Lines with the word "Stone" are the ones wanted. Copy each of them from the entries below.

(Stored data entries)
***
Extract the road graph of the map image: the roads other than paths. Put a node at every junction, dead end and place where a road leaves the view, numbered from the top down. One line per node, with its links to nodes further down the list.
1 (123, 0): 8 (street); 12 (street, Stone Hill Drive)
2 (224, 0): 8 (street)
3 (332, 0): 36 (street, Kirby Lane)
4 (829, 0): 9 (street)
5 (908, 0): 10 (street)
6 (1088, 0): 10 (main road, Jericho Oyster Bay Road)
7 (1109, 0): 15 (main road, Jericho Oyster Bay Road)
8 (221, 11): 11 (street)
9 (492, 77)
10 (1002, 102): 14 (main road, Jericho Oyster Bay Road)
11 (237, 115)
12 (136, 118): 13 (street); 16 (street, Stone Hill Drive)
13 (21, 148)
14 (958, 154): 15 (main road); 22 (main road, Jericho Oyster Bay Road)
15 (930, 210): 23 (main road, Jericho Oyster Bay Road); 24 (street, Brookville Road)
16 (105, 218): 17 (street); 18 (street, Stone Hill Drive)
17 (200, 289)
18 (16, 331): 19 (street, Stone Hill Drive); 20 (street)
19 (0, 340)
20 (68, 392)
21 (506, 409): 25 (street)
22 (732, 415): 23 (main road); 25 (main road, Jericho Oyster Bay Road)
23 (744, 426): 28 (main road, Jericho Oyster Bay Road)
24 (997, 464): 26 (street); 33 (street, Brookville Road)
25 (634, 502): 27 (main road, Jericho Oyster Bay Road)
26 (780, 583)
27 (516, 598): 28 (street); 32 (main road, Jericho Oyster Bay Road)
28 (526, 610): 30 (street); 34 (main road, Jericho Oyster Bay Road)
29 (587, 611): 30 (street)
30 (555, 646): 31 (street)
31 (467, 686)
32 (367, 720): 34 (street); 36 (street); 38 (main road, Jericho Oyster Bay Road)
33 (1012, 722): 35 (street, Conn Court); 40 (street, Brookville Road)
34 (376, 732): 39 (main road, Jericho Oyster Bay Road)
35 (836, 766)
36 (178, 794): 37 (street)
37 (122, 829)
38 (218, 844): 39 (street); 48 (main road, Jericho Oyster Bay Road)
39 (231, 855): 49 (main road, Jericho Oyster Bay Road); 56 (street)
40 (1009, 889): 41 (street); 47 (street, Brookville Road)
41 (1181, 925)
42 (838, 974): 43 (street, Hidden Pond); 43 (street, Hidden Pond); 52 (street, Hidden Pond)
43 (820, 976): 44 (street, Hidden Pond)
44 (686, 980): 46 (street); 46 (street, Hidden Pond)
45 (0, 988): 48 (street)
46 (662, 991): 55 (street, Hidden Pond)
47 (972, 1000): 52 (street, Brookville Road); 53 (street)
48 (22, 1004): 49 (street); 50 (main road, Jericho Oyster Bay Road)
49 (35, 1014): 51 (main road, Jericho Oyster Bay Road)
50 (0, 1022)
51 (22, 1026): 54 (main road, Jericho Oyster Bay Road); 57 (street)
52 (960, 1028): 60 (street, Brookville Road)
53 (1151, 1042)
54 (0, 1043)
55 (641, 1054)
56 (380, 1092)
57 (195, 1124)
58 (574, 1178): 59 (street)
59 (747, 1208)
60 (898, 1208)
***
__Solution for this problem__.
1 (123, 0): 8 (street); 12 (street, Stone Hill Drive)
12 (136, 118): 13 (street); 16 (street, Stone Hill Drive)
16 (105, 218): 17 (street); 18 (street, Stone Hill Drive)
18 (16, 331): 19 (street, Stone Hill Drive); 20 (street)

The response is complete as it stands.